### Directions for this task
An exact copy of every record is needed.
[[ Data under study open ]]
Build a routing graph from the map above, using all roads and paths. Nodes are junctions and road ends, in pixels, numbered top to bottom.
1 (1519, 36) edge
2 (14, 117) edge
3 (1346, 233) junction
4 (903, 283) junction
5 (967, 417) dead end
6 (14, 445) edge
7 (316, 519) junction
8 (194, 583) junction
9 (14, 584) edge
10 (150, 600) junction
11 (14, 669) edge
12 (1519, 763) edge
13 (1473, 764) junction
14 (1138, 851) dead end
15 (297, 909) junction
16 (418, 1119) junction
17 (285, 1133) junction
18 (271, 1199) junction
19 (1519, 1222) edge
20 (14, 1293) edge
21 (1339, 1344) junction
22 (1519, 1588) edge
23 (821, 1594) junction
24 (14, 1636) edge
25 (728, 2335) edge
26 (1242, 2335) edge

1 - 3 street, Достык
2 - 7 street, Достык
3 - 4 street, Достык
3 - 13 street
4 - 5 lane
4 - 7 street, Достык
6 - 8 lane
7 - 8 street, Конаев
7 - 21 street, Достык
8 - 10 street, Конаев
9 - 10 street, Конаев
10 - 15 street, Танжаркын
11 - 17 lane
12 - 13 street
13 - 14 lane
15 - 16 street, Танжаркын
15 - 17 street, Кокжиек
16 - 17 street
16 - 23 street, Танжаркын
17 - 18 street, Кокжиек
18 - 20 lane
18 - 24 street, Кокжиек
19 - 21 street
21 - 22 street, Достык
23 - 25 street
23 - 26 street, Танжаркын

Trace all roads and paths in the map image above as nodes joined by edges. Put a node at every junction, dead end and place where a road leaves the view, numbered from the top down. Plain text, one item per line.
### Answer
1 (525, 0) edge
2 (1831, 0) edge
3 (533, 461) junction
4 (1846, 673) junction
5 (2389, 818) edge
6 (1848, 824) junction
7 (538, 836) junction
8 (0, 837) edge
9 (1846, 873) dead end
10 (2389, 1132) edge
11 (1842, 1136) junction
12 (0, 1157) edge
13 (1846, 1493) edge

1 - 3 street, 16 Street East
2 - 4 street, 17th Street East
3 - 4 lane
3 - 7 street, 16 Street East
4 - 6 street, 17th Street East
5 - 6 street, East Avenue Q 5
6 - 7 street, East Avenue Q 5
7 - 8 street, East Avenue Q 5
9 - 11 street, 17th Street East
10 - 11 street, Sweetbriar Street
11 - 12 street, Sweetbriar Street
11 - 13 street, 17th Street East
[[ Data under study closed ]]
### Your response
Build a routing graph from the map above, using all roads and paths. Nodes are junctions and road ends, in pixels, numbered top to bottom.
1 (1519, 36) edge
2 (14, 117) edge
3 (1346, 233) junction
4 (903, 283) junction
5 (967, 417) dead end
6 (14, 445) edge
7 (316, 519) junction
8 (194, 583) junction
9 (14, 584) edge
10 (150, 600) junction
11 (14, 669) edge
12 (1519, 763) edge
13 (1473, 764) junction
14 (1138, 851) dead end
15 (297, 909) junction
16 (418, 1119) junction
17 (285, 1133) junction
18 (271, 1199) junction
19 (1519, 1222) edge
20 (14, 1293) edge
21 (1339, 1344) junction
22 (1519, 1588) edge
23 (821, 1594) junction
24 (14, 1636) edge
25 (728, 2335) edge
26 (1242, 2335) edge

1 - 3 street, Достык
2 - 7 street, Достык
3 - 4 street, Достык
3 - 13 street
4 - 5 lane
4 - 7 street, Достык
6 - 8 lane
7 - 8 street, Конаев
7 - 21 street, Достык
8 - 10 street, Конаев
9 - 10 street, Конаев
10 - 15 street, Танжаркын
11 - 17 lane
12 - 13 street
13 - 14 lane
15 - 16 street, Танжаркын
15 - 17 street, Кокжиек
16 - 17 street
16 - 23 street, Танжаркын
17 - 18 street, Кокжиек
18 - 20 lane
18 - 24 street, Кокжиек
19 - 21 street
21 - 22 street, Достык
23 - 25 street
23 - 26 street, Танжаркын

Trace all roads and paths in the map image above as nodes joined by edges. Put a node at every junction, dead end and place where a road leaves the view, numbered from the top down. Plain text, one item per line.
### Answer
1 (525, 0) edge
2 (1831, 0) edge
3 (533, 461) junction
4 (1846, 673) junction
5 (2389, 818) edge
6 (1848, 824) junction
7 (538, 836) junction
8 (0, 837) edge
9 (1846, 873) dead end
10 (2389, 1132) edge
11 (1842, 1136) junction
12 (0, 1157) edge
13 (1846, 1493) edge

1 - 3 street, 16 Street East
2 - 4 street, 17th Street East
3 - 4 lane
3 - 7 street, 16 Street East
4 - 6 street, 17th Street East
5 - 6 street, East Avenue Q 5
6 - 7 street, East Avenue Q 5
7 - 8 street, East Avenue Q 5
9 - 11 street, 17th Street East
10 - 11 street, Sweetbriar Street
11 - 12 street, Sweetbriar Street
11 - 13 street, 17th Street East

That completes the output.